ADR 0005: Advanced Agentic Cognitive Architecture¶
Date: 2026-04-06 Status: Proposed Context: The RUNE platform currently supports linear, single-step, or hard-coded tool-based agents. To support Tier 3 autonomous agents (e.g., advanced DevSecOps or SRE automation), the architecture must evolve to support continuous internal reasoning, dynamic tool discovery, persistent memory, and proactive safety boundaries.
1. Agents with Automatic Self-Reflection¶
Problem: Current AgentRunner implementations execute a prompt and return the first result. They cannot verify their own logic or catch hallucinations before responding to the orchestrator.
Decision: Introduce a ReflectionDriver interface or a configurable reflection loop within AgentRunner.
Details:
- The agent generates an initial response (Draft).
- The agent is prompted again with its Draft and the original context: "Critique this response for accuracy, completeness, and safety."
- The agent generates a final response based on the critique.
- The DriverTransport layer must log the delta between the Draft and Final response for benchmarking the efficacy of the reflection step.
2. Multi-Step Planning with Dynamic Tool Routing¶
Problem: Workflows are currently statically defined in rune_bench/workflows.py. Agents cannot dynamically string together tools (like kubectl, aws-cli, and git) to solve novel problems.
Decision: Adopt the Model Context Protocol (MCP) for dynamic tool provision.
Details:
- The RUNE orchestration layer will act as an MCP Server, exposing available tools and resources.
- The AgentRunner will act as an MCP Client.

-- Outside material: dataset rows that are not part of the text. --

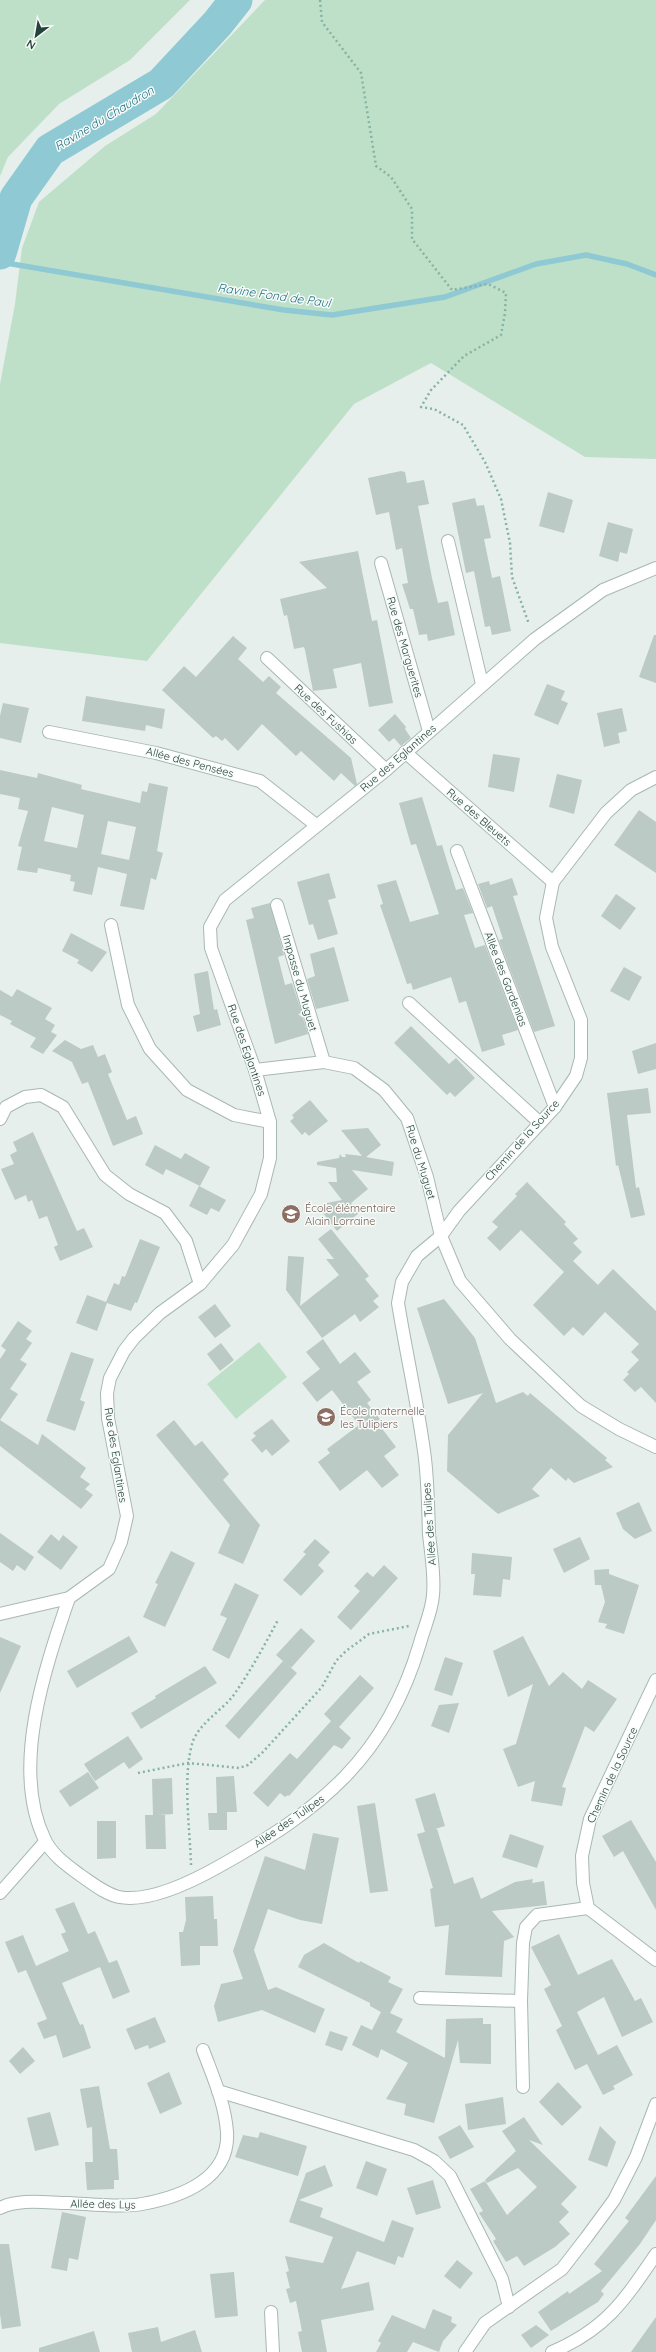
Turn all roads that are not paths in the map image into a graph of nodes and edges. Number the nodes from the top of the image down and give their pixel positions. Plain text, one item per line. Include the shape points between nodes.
1 (448, 541) dead end
2 (381, 563) dead end
3 (656, 568) edge
4 (267, 658) dead end
5 (482, 684) junction
6 (429, 731) junction
7 (49, 732) dead end
8 (405, 752) junction
9 (386, 770) junction
10 (656, 777) edge
11 (316, 825) junction
12 (457, 851) dead end
13 (553, 882) junction
14 (277, 905) dead end
15 (112, 925) dead end
16 (409, 1003) dead end
17 (324, 1062) junction
18 (255, 1070) junction
19 (555, 1107) junction
20 (0, 1119) edge
21 (270, 1122) junction
22 (540, 1123) junction
23 (441, 1236) junction
24 (200, 1284) junction
25 (656, 1446) edge
26 (69, 1598) junction
27 (0, 1614) edge
28 (656, 1680) edge
29 (45, 1842) junction
30 (0, 1893) edge
31 (588, 1908) junction
32 (656, 1960) edge
33 (420, 1998) dead end
34 (520, 2001) junction
35 (203, 2050) dead end
36 (523, 2087) dead end
37 (218, 2091) junction
38 (656, 2104) edge
39 (0, 2208) edge
40 (656, 2254) edge
41 (509, 2307) junction
42 (271, 2312) dead end
43 (273, 2352) edge
44 (465, 2352) edge
45 (552, 2352) edge

1 - 5 street
2 - 6 street, Rue des Marguerites
3 - 5 street, Rue des Eglantines via 603,590 535,640
4 - 9 street, Rue des Fushias
5 - 6 street, Rue des Eglantines
6 - 8 street, Rue des Eglantines
7 - 11 street, Allée des Pensées via 156,753 260,781
8 - 9 street, Rue des Eglantines
8 - 13 street, Rue des Bleuets
9 - 11 street, Rue des Eglantines
10 - 13 street, Chemin de la Source via 631,790 606,813
11 - 18 street, Rue des Eglantines via 225,900 210,927 212,948
12 - 19 street, Allée des Gardenias
13 - 19 street, Chemin de la Source via 546,918 552,947 581,1020 582,1046 576,1076
14 - 17 street, Impasse du Muguet
15 - 21 street via 128,1005 150,1048 187,1090 234,1115
16 - 22 street
17 - 18 street, Rue du Muguet
17 - 23 street, Rue du Muguet via 354,1068 384,1090 407,1118 427,1177
18 - 21 street, Rue des Eglantines
19 - 22 street, Chemin de la Source
20 - 24 street via 6,1107 24,1097 41,1095 63,1107 105,1175 129,1194 165,1213 186,1240
21 - 24 street, Rue des Eglantines via 270,1158 260,1194 234,1245
22 - 23 street, Chemin de la Source via 459,1211
23 - 25 street via 460,1281 510,1339 581,1406 619,1430
23 - 29 street, Allée des Tulipes via 417,1256 402,1282 398,1303 424,1453 433,1595 404,1693 374,1742 345,1778 311,1809 261,1843 191,1882 155,1894 118,1897 98,1887 65,1864
24 - 26 street, Rue des Eglantines via 160,1313 134,1338 110,1378 107,1393 108,1418 126,1516 121,1542 109,1568
26 - 27 street, Rue des Eglantines
26 - 29 street, Allée des Tulipes via 46,1669 32,1737 32,1801
28 - 31 street, Chemin de la Source via 590,1819 582,1856 583,1883
29 - 30 street
31 - 32 street
31 - 34 street via 537,1915 526,1927
33 - 34 street
34 - 36 street
35 - 37 street, Allée des Lys
37 - 39 street, Allée des Lys via 224,2107 227,2132 224,2158 209,2177 184,2193 141,2205 23,2203
37 - 41 street via 414,2150 434,2161 450,2176 502,2279
38 - 41 street via 636,2157 614,2200 562,2269
40 - 45 street via 627,2296 600,2325
41 - 44 street via 485,2323
42 - 43 street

- The agent will generate a multi-step plan, executing tools via MCP iteratively until the goal is met.
- State transitions (Plan -> Act -> Observe) will be explicitly tracked in the benchmark output.
3. Advanced Memory Persistence¶
Problem: RUNE's SQLite/S3 sinks are for post-job auditing, not active agent memory. Agents suffer from "amnesia" between distinct task executions.
Decision: Extend the AgentRunner base class with a MemoryProvider interface.
Details:
- Episodic Memory: Short-term vector storage representing the current benchmark session (e.g., "I just ran kubectl get pods and saw a CrashLoopBackOff").
- Semantic Memory: Long-term knowledge graphs or vector databases containing domain knowledge (e.g., "In this environment, a 502 on the checkout service usually means the payment gateway is down").
- Procedural Memory: Cached sequences of successful tool executions (e.g., "The verified sequence to rollback a deployment is X -> Y -> Z").
4. Advanced Agentic Safety Models¶
Problem: Security currently relies on static CI/CD gates (SAST, SCA) and fail-closed cost estimation gates. Autonomous agents with write access require runtime behavioral guardrails.
Decision: Implement a Safety Interceptor (or "Observer Agent") within the DriverTransport layer.
Details:
- Before any tool execution request (via MCP or direct driver call) reaches the host system, the Interceptor evaluates the action.
- The Interceptor operates on a default-deny policy for destructive actions (e.g., rm -rf, IAM role modification) unless explicitly whitelisted by the benchmark definition.
- If an action is flagged, the Interceptor blocks the execution and returns a "Safety Violation" context back to the agent, forcing it to replan.
Consequences¶
- Positive: Enables RUNE to benchmark cutting-edge autonomous agents accurately; positions RUNE as a Tier 3 testing platform.
- Negative: Significantly increases the complexity of the
AgentRunnerandDriverTransportlayers; raises the minimum LLM capabilities required (e.g., deep reasoning models likedeepseek-r1orqwen3:32b).